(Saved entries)
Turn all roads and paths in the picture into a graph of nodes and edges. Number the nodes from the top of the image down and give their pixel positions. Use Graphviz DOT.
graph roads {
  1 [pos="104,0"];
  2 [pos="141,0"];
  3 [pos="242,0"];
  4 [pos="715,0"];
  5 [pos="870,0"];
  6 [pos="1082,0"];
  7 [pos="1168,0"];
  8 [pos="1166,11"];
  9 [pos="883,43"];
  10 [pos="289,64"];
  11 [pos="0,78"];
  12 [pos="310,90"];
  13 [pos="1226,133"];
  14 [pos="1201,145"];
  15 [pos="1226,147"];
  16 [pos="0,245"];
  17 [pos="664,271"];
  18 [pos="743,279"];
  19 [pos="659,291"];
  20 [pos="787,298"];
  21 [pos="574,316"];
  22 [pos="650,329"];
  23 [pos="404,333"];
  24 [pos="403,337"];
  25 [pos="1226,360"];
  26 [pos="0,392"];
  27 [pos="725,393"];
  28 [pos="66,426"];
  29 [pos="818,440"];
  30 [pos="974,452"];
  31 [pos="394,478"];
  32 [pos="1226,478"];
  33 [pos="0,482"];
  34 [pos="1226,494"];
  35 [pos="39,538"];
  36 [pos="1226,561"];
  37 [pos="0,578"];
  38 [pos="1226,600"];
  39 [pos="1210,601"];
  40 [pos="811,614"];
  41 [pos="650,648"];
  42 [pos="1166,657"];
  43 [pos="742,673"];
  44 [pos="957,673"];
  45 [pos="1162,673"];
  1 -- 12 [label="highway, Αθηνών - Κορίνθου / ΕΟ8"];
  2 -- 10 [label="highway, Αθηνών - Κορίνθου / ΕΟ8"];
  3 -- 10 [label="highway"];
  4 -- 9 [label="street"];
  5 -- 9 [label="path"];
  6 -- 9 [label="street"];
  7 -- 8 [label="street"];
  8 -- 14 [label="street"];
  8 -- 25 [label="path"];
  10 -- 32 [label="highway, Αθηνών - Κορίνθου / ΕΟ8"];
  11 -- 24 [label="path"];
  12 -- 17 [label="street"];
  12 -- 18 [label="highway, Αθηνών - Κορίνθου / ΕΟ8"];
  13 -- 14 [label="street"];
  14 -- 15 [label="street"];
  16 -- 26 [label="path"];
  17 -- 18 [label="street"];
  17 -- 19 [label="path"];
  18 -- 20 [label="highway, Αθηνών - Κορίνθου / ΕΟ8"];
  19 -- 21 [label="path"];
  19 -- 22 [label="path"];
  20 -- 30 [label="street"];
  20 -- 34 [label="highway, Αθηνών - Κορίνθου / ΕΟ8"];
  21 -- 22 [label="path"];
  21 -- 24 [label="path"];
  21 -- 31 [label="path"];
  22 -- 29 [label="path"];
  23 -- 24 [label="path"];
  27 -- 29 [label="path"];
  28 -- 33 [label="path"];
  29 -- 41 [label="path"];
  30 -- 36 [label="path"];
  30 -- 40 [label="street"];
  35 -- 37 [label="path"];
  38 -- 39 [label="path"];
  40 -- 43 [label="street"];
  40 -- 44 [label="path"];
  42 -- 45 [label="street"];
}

◆ What is being asked: Exactly as given, please retype all the entries.

◆ Response area:
Turn all roads and paths in the picture into a graph of nodes and edges. Number the nodes from the top of the image down and give their pixel positions. Use Graphviz DOT.
graph roads {
  1 [pos="104,0"];
  2 [pos="141,0"];
  3 [pos="242,0"];
  4 [pos="715,0"];
  5 [pos="870,0"];
  6 [pos="1082,0"];
  7 [pos="1168,0"];
  8 [pos="1166,11"];
  9 [pos="883,43"];
  10 [pos="289,64"];
  11 [pos="0,78"];
  12 [pos="310,90"];
  13 [pos="1226,133"];
  14 [pos="1201,145"];
  15 [pos="1226,147"];
  16 [pos="0,245"];
  17 [pos="664,271"];
  18 [pos="743,279"];
  19 [pos="659,291"];
  20 [pos="787,298"];
  21 [pos="574,316"];
  22 [pos="650,329"];
  23 [pos="404,333"];
  24 [pos="403,337"];
  25 [pos="1226,360"];
  26 [pos="0,392"];
  27 [pos="725,393"];
  28 [pos="66,426"];
  29 [pos="818,440"];
  30 [pos="974,452"];
  31 [pos="394,478"];
  32 [pos="1226,478"];
  33 [pos="0,482"];
  34 [pos="1226,494"];
  35 [pos="39,538"];
  36 [pos="1226,561"];
  37 [pos="0,578"];
  38 [pos="1226,600"];
  39 [pos="1210,601"];
  40 [pos="811,614"];
  41 [pos="650,648"];
  42 [pos="1166,657"];
  43 [pos="742,673"];
  44 [pos="957,673"];
  45 [pos="1162,673"];
  1 -- 12 [label="highway, Αθηνών - Κορίνθου / ΕΟ8"];
  2 -- 10 [label="highway, Αθηνών - Κορίνθου / ΕΟ8"];
  3 -- 10 [label="highway"];
  4 -- 9 [label="street"];
  5 -- 9 [label="path"];
  6 -- 9 [label="street"];
  7 -- 8 [label="street"];
  8 -- 14 [label="street"];
  8 -- 25 [label="path"];
  10 -- 32 [label="highway, Αθηνών - Κορίνθου / ΕΟ8"];
  11 -- 24 [label="path"];
  12 -- 17 [label="street"];
  12 -- 18 [label="highway, Αθηνών - Κορίνθου / ΕΟ8"];
  13 -- 14 [label="street"];
  14 -- 15 [label="street"];
  16 -- 26 [label="path"];
  17 -- 18 [label="street"];
  17 -- 19 [label="path"];
  18 -- 20 [label="highway, Αθηνών - Κορίνθου / ΕΟ8"];
  19 -- 21 [label="path"];
  19 -- 22 [label="path"];
  20 -- 30 [label="street"];
  20 -- 34 [label="highway, Αθηνών - Κορίνθου / ΕΟ8"];
  21 -- 22 [label="path"];
  21 -- 24 [label="path"];
  21 -- 31 [label="path"];
  22 -- 29 [label="path"];
  23 -- 24 [label="path"];
  27 -- 29 [label="path"];
  28 -- 33 [label="path"];
  29 -- 41 [label="path"];
  30 -- 36 [label="path"];
  30 -- 40 [label="street"];
  35 -- 37 [label="path"];
  38 -- 39 [label="path"];
  40 -- 43 [label="street"];
  40 -- 44 [label="path"];
  42 -- 45 [label="street"];
}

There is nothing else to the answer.